◆ Assigned task
Would you write out all of the records that follow, exactly as they stand?

··· Task data

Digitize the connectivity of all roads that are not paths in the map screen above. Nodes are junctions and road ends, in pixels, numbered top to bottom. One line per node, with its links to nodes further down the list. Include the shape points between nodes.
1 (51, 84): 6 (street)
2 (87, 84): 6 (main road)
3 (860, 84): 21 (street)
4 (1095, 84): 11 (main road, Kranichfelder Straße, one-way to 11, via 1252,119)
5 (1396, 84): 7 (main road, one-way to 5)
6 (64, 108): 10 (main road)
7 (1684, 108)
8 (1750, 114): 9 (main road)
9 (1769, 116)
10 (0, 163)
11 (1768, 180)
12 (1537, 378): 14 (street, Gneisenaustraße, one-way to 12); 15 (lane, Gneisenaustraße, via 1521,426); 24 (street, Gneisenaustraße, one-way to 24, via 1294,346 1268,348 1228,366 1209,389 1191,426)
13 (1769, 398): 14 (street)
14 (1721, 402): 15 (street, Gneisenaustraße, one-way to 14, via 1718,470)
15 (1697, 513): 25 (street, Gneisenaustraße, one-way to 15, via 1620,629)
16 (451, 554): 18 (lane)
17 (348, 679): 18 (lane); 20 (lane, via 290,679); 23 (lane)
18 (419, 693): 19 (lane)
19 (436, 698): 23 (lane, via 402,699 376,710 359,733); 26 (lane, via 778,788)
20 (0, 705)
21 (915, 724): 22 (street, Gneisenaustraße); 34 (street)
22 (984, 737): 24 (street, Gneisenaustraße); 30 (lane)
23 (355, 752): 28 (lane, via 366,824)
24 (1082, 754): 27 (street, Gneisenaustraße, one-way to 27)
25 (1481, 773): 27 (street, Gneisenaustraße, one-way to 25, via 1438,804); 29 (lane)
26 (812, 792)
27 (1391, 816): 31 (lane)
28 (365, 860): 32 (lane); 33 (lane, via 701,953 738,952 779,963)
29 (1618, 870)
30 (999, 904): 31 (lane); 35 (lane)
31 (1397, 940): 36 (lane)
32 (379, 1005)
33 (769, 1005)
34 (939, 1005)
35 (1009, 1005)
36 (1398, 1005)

······

◆ Your solution
Digitize the connectivity of all roads that are not paths in the map screen above. Nodes are junctions and road ends, in pixels, numbered top to bottom. One line per node, with its links to nodes further down the list. Include the shape points between nodes.
1 (51, 84): 6 (street)
2 (87, 84): 6 (main road)
3 (860, 84): 21 (street)
4 (1095, 84): 11 (main road, Kranichfelder Straße, one-way to 11, via 1252,119)
5 (1396, 84): 7 (main road, one-way to 5)
6 (64, 108): 10 (main road)
7 (1684, 108)
8 (1750, 114): 9 (main road)
9 (1769, 116)
10 (0, 163)
11 (1768, 180)
12 (1537, 378): 14 (street, Gneisenaustraße, one-way to 12); 15 (lane, Gneisenaustraße, via 1521,426); 24 (street, Gneisenaustraße, one-way to 24, via 1294,346 1268,348 1228,366 1209,389 1191,426)
13 (1769, 398): 14 (street)
14 (1721, 402): 15 (street, Gneisenaustraße, one-way to 14, via 1718,470)
15 (1697, 513): 25 (street, Gneisenaustraße, one-way to 15, via 1620,629)
16 (451, 554): 18 (lane)
17 (348, 679): 18 (lane); 20 (lane, via 290,679); 23 (lane)
18 (419, 693): 19 (lane)
19 (436, 698): 23 (lane, via 402,699 376,710 359,733); 26 (lane, via 778,788)
20 (0, 705)
21 (915, 724): 22 (street, Gneisenaustraße); 34 (street)
22 (984, 737): 24 (street, Gneisenaustraße); 30 (lane)
23 (355, 752): 28 (lane, via 366,824)
24 (1082, 754): 27 (street, Gneisenaustraße, one-way to 27)
25 (1481, 773): 27 (street, Gneisenaustraße, one-way to 25, via 1438,804); 29 (lane)
26 (812, 792)
27 (1391, 816): 31 (lane)
28 (365, 860): 32 (lane); 33 (lane, via 701,953 738,952 779,963)
29 (1618, 870)
30 (999, 904): 31 (lane); 35 (lane)
31 (1397, 940): 36 (lane)
32 (379, 1005)
33 (769, 1005)
34 (939, 1005)
35 (1009, 1005)
36 (1398, 1005)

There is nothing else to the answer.